It’s Sunday again and I am back at it for the fourth week in a row - the consistency has been extreme! With this post, we’re crossing the 30-fragrance milestone...
We’re now deep in “heavy slapper” territory, where the scents are bold, the animalic notes may be unapologetic, and in some cases the price tags might just make your eyes water. These aren’t your everyday spritz-and-go fragrances. Each one brings something exaggerated to the table: outrageous intensity, primal funk, or sheer luxury madne$$. But one thing’s for sure: they all demand to be sampled.
As always, a quick disclaimer: these scores are entirely subjective, based on my personal experience and taste. No lab coats or scientific instruments were harmed in the making of these lists.
Now, let’s get into the good stuff!

Amouage - Overture Man | 9/10
Overture Man by Amouage is a resinous composition that unfolds in layers, beginning with a spicy, boozy flourish. The opening is very rich/warm with cognac, cardamom, cumin, and saffron. As the scent evolves, myrrh and labdanum take center stage, lending a dense, syrupy-resinous quality that dominates the heart.
I like cumin, but I realise that some might find Overture challenging for the usual BO association - I can only suggest sampling.

The leather note, while not a leading player at all, is present in the base and contributes to the overall depth. It is smoky and animalic, but still wearable. Rather than evoking rawhide, it leans toward a dark, polished leather... more suggestive of a well-aged armchair.
These animalic undertones, bolstered by the listed “animal notes” and frankincense, get close to barnyard territory at times, but are tempered by the sweetness of benzoin, creamy sandalwood and a bit of cinnamon which I can't always smell.
Projection is substantial for 3-4 hours, then Overture will remain noticeable well beyond 12 hours on skin. It’s one of Amouage best (or beast?) performers, ideal for colder months and open-air settings. Personally, I would wear it for a formal event, ignoring the climate conditions :)

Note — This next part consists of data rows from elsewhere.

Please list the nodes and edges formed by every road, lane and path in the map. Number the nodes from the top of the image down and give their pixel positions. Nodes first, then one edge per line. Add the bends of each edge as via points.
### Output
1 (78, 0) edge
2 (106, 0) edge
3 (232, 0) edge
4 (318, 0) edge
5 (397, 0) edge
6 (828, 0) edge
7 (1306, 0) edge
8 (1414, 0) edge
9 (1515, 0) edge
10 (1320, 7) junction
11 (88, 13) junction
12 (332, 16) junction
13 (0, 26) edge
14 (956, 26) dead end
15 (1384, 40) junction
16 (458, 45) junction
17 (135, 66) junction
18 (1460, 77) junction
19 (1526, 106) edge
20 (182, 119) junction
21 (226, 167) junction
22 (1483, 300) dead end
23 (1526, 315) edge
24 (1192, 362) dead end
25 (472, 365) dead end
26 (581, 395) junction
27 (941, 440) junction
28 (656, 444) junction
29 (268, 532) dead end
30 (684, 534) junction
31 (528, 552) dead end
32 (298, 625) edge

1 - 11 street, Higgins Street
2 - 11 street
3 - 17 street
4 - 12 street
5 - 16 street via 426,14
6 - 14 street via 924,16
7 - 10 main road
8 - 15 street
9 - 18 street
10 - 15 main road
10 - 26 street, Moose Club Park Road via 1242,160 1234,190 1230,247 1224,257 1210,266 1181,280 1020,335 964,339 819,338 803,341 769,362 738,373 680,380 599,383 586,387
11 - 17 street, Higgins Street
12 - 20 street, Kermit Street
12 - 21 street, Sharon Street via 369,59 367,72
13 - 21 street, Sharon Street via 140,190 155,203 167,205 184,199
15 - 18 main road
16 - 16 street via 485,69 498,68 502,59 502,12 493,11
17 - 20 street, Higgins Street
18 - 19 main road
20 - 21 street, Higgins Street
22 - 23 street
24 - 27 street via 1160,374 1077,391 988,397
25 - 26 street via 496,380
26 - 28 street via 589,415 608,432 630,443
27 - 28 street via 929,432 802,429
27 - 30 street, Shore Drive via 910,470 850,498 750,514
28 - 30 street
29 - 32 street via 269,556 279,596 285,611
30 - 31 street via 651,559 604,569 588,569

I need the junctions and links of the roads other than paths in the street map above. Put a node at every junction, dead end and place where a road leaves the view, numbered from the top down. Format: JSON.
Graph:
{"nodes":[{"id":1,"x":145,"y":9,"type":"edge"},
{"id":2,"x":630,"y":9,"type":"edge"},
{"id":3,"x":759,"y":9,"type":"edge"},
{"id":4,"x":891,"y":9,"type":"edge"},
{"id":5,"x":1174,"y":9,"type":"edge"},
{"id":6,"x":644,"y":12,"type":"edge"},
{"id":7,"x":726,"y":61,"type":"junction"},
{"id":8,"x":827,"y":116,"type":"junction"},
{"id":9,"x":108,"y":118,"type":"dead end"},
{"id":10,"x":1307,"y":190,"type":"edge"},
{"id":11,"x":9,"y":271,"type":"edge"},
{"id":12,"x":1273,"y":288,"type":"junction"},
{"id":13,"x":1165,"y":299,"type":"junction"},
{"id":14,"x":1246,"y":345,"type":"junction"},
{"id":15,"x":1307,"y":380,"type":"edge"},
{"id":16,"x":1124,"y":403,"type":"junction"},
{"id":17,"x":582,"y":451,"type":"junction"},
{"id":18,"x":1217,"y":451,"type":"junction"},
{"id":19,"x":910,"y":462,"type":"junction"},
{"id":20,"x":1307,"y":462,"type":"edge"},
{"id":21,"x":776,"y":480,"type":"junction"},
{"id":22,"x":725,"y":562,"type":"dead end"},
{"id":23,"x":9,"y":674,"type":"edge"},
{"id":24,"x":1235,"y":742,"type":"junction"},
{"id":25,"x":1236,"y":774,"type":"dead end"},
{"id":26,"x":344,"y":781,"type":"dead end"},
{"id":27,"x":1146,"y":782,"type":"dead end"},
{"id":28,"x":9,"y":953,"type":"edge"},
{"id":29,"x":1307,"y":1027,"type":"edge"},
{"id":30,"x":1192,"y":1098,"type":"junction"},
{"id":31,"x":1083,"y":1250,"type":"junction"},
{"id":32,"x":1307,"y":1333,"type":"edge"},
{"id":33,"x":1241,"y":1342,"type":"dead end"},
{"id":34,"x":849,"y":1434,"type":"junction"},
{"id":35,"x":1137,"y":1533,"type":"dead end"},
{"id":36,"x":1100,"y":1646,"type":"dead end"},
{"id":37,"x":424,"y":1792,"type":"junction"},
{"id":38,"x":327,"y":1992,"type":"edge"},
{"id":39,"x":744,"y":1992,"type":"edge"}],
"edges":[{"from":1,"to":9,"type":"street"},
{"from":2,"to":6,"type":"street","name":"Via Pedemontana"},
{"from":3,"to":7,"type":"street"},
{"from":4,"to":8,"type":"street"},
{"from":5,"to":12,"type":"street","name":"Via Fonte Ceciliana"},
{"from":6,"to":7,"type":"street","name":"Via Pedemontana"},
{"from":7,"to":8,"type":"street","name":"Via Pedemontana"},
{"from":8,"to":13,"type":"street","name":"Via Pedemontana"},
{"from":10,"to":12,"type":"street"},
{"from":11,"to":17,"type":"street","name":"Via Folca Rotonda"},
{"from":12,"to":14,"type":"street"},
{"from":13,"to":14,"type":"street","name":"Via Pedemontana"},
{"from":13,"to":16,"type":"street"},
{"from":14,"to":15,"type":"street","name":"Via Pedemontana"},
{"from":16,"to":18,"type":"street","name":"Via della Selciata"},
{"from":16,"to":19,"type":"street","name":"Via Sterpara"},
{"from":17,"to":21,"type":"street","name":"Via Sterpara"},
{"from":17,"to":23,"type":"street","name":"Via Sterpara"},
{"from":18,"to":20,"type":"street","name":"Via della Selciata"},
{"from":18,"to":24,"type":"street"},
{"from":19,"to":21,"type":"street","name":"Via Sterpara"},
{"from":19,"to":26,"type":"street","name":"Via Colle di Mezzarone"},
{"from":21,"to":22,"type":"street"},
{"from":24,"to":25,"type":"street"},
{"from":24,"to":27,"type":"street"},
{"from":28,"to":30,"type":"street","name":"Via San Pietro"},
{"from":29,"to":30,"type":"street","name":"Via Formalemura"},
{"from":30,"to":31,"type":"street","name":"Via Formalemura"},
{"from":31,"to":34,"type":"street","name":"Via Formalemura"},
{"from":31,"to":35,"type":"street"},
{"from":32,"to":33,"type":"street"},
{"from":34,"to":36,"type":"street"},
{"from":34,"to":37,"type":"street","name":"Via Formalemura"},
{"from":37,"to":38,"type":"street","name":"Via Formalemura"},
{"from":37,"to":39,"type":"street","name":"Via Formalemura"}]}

Leather has a supporting roles in Overture Man's choreography: smoky, slightly feral, but never dominant. It adds texture rather than taking the spotlight. For those who appreciate leather as part of a broader, complex narrative, this earns a solid place in the Leatherama lineup.
- Leather component: secondary, dark aged leather
- Animalic rudeness: close to barnyardy, but balanced by sweeter notes; comes close to Cruz del Sur I, but it is one notch below it

Xerjoff - Tony Iommi Monkey Special | 9/10
In my opinion Monkey Special is a genre-defying fragrance that weaves leather into a rich tapestry of sweet, spicy, and woody accords. The leather here doesn’t dominate, it simmers beneath the surface, adding depth to an already rich blend. It emerges in the heart of the fragrance, where it mingles with cinnamon, patchouli, and a bit of rose, creating a warm, spicy core that feels luxurious.

The leather in Monkey Special is balanced. It’s not animalic, but rather smooth and polished, with a suede tendency. It anchors the sweetness of the opening - where passion fruit, rum, and bergamot create a quasi-exotic overture - and bridges it into the creamy, woody base of sandalwood, caramel, tonka, and ambergris (if you can smell it).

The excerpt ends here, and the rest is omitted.